[Collected data entries]
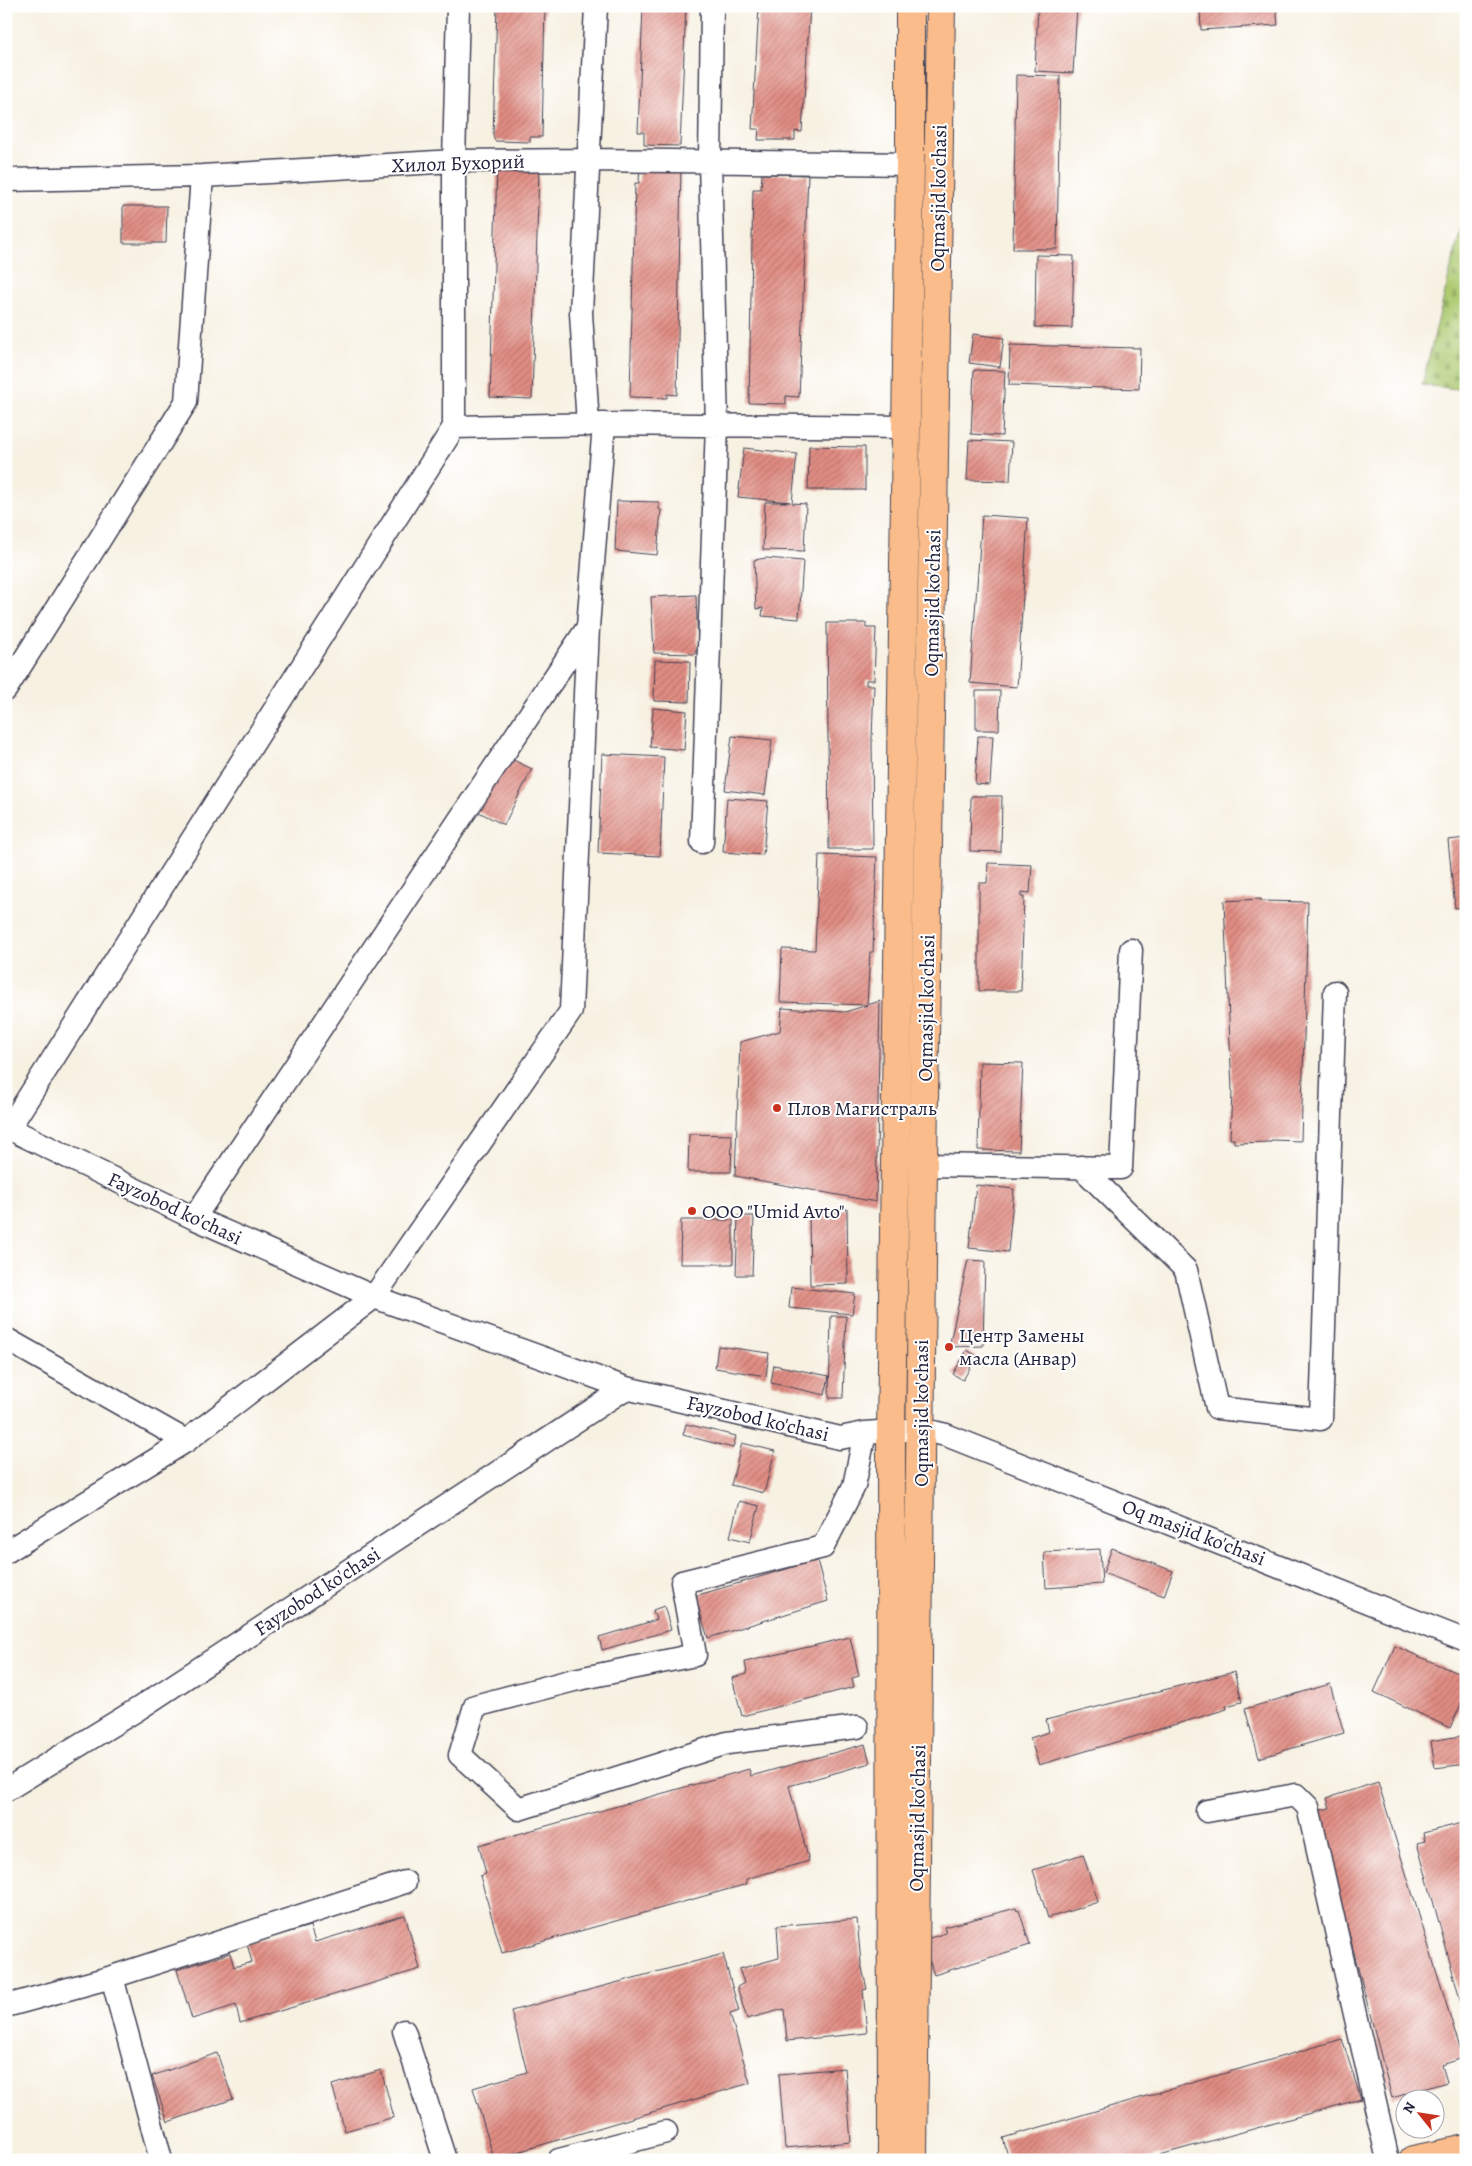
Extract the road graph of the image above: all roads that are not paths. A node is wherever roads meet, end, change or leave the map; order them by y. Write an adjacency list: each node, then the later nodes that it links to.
1 (458, 6): 7 (street)
2 (596, 6): 6 (street)
3 (712, 6): 8 (street)
4 (910, 6): 9 (main road, Oqmasjid ko'chasi)
5 (941, 6): 22 (main road, Oqmasjid ko'chasi)
6 (589, 160): 7 (street, Хилол Бухорий); 8 (street, Хилол Бухорий); 12 (street)
7 (454, 161): 10 (street, Хилол Бухорий); 15 (street)
8 (710, 162): 9 (street, Хилол Бухорий); 13 (street)
9 (910, 164): 14 (main road, Oqmasjid ko'chasi)
10 (202, 176): 11 (street, Хилол Бухорий); 17 (street)
11 (6, 180)
12 (596, 424): 13 (street); 15 (street); 16 (street)
13 (717, 425): 14 (street); 18 (street)
14 (906, 427): 29 (main road, Oqmasjid ko'chasi)
15 (454, 428): 21 (street)
16 (588, 627): 24 (street); 25 (street)
17 (6, 689)
18 (702, 842)
19 (1131, 950): 23 (street)
20 (1335, 992): 23 (street)
21 (7, 1121): 24 (street, Fayzobod ko'chasi)
22 (923, 1165): 23 (street); 28 (main road, Oqmasjid ko'chasi)
23 (1081, 1167)
24 (194, 1218): 25 (street, Fayzobod ko'chasi)
25 (374, 1297): 27 (street, Fayzobod ko'chasi); 30 (street)
26 (6, 1339): 30 (street)
27 (626, 1388): 29 (street, Fayzobod ko'chasi); 34 (street, Fayzobod ko'chasi)
28 (920, 1429): 29 (street, Fayzobod ko'chasi); 32 (street, Oq masjid ko'chasi); 46 (main road, Oqmasjid ko'chasi)
29 (878, 1432): 33 (street); 45 (main road, Oqmasjid ko'chasi)
30 (186, 1441): 31 (street)
31 (8, 1550)
32 (1466, 1642)
33 (857, 1727)
34 (6, 1790)
35 (1207, 1811): 47 (street)
36 (404, 1882): 37 (street)
37 (112, 1977): 38 (street); 42 (street)
38 (6, 2006)
39 (404, 2031): 43 (street)
40 (666, 2132): 44 (street)
41 (1466, 2149): 48 (main road)
42 (162, 2160)
43 (445, 2160)
44 (559, 2160)
45 (892, 2160)
46 (913, 2160)
47 (1388, 2160)
48 (1412, 2160)

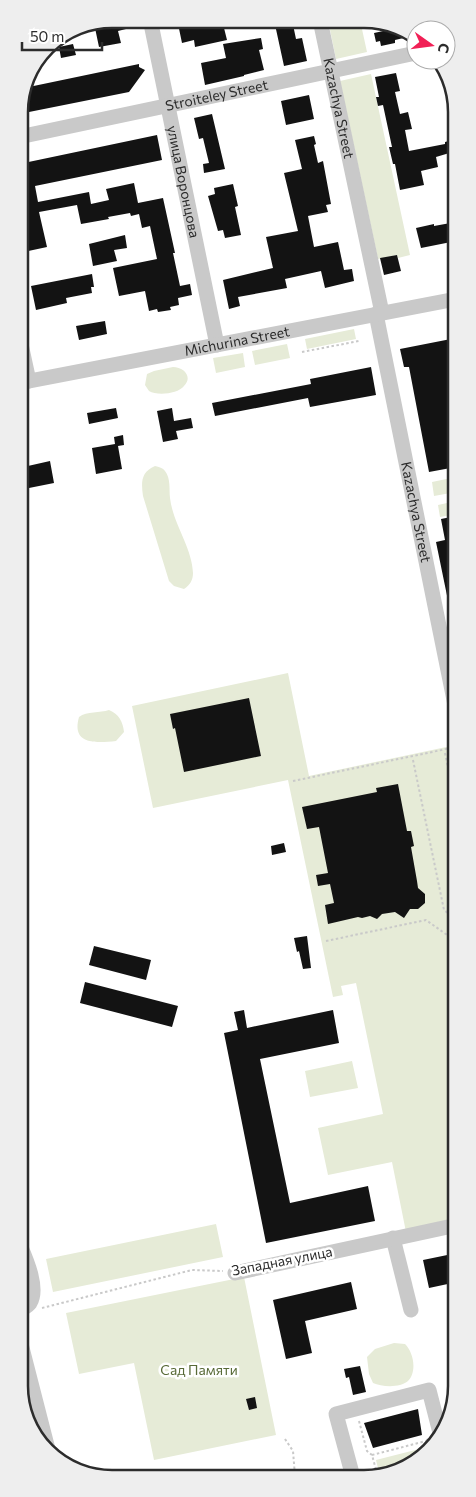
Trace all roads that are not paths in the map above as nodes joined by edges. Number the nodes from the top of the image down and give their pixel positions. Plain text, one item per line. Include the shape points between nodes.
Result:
1 (152, 28) edge
2 (322, 28) edge
3 (406, 55) edge
4 (331, 71) junction
5 (168, 106) junction
6 (28, 135) edge
7 (448, 300) edge
8 (379, 313) junction
9 (217, 345) junction
10 (28, 381) edge
11 (448, 669) edge
12 (448, 1227) edge
13 (394, 1238) junction
14 (28, 1266) edge
15 (235, 1273) road end
16 (28, 1305) edge
17 (411, 1310) dead end
18 (28, 1371) edge
19 (434, 1431) edge
20 (45, 1437) edge
21 (351, 1470) edge

1 - 5 street, улица Воронцова
2 - 4 street, Kazachya Street
3 - 4 street, Stroiteley Street
4 - 5 street, Stroiteley Street
4 - 8 street, Kazachya Street
5 - 6 street, Stroiteley Street
5 - 9 street, улица Воронцова
7 - 8 street, Michurina Street
8 - 9 street, Michurina Street
8 - 11 street, Kazachya Street
9 - 10 street, Michurina Street
12 - 13 street, Западная улица
13 - 15 street, Западная улица
13 - 17 street
14 - 16 street via 32,1289
18 - 20 street
19 - 21 street via 428,1390 336,1414

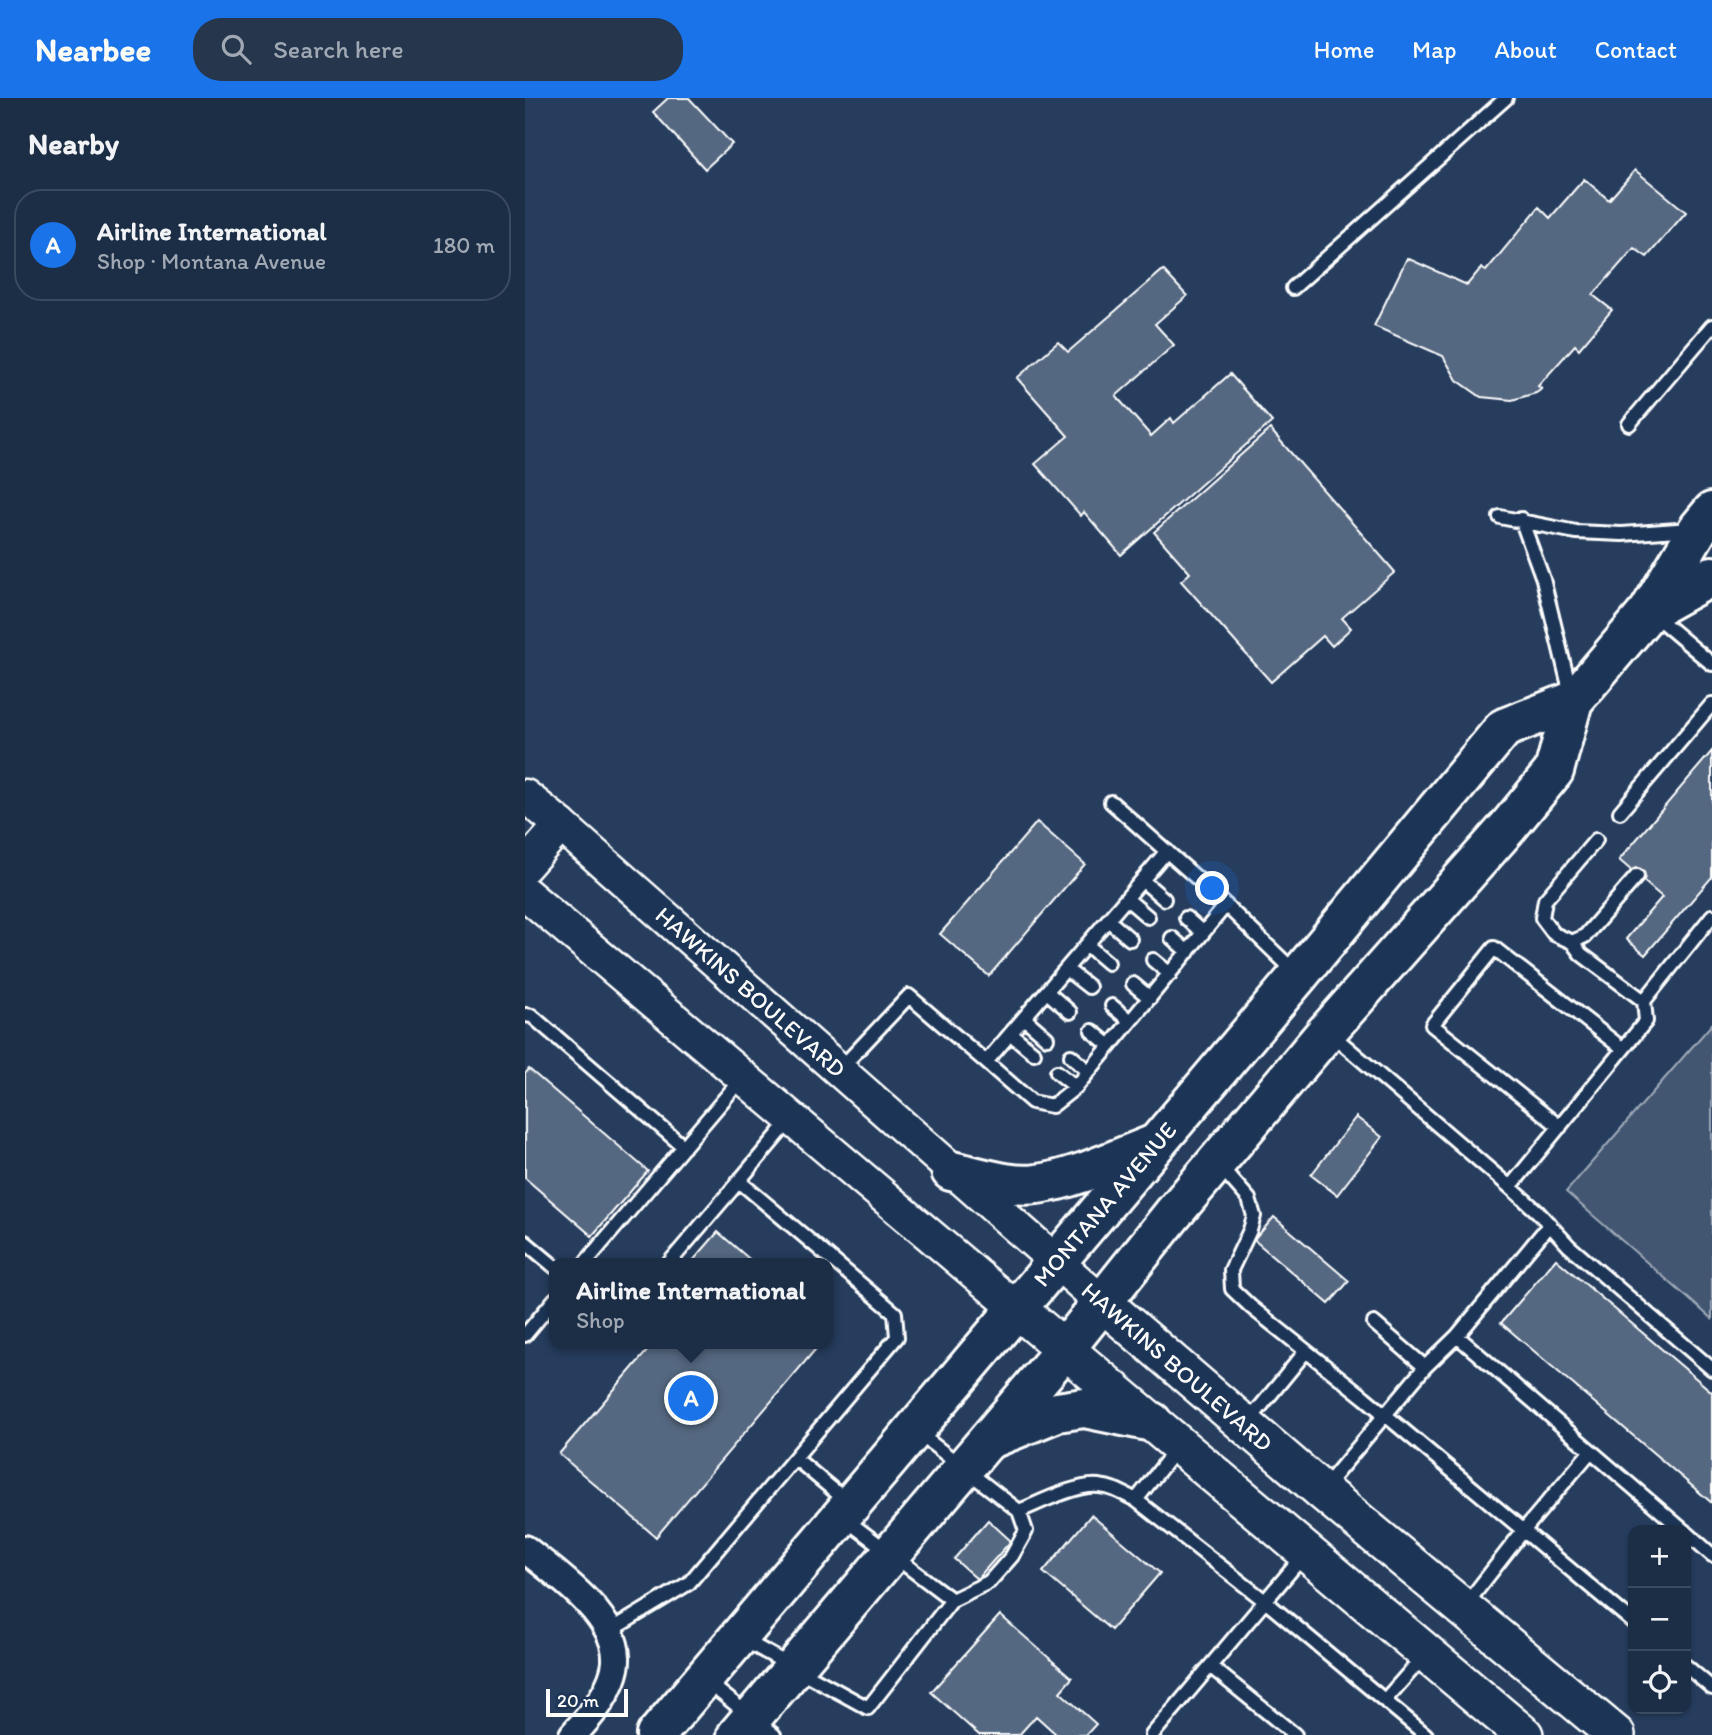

** EXERCISE REQUIREMENTS **
What is the number of lines in the records that hold the word "Западная"? Answer with that number by itself.

** OUTPUT FOR THIS TASK **
2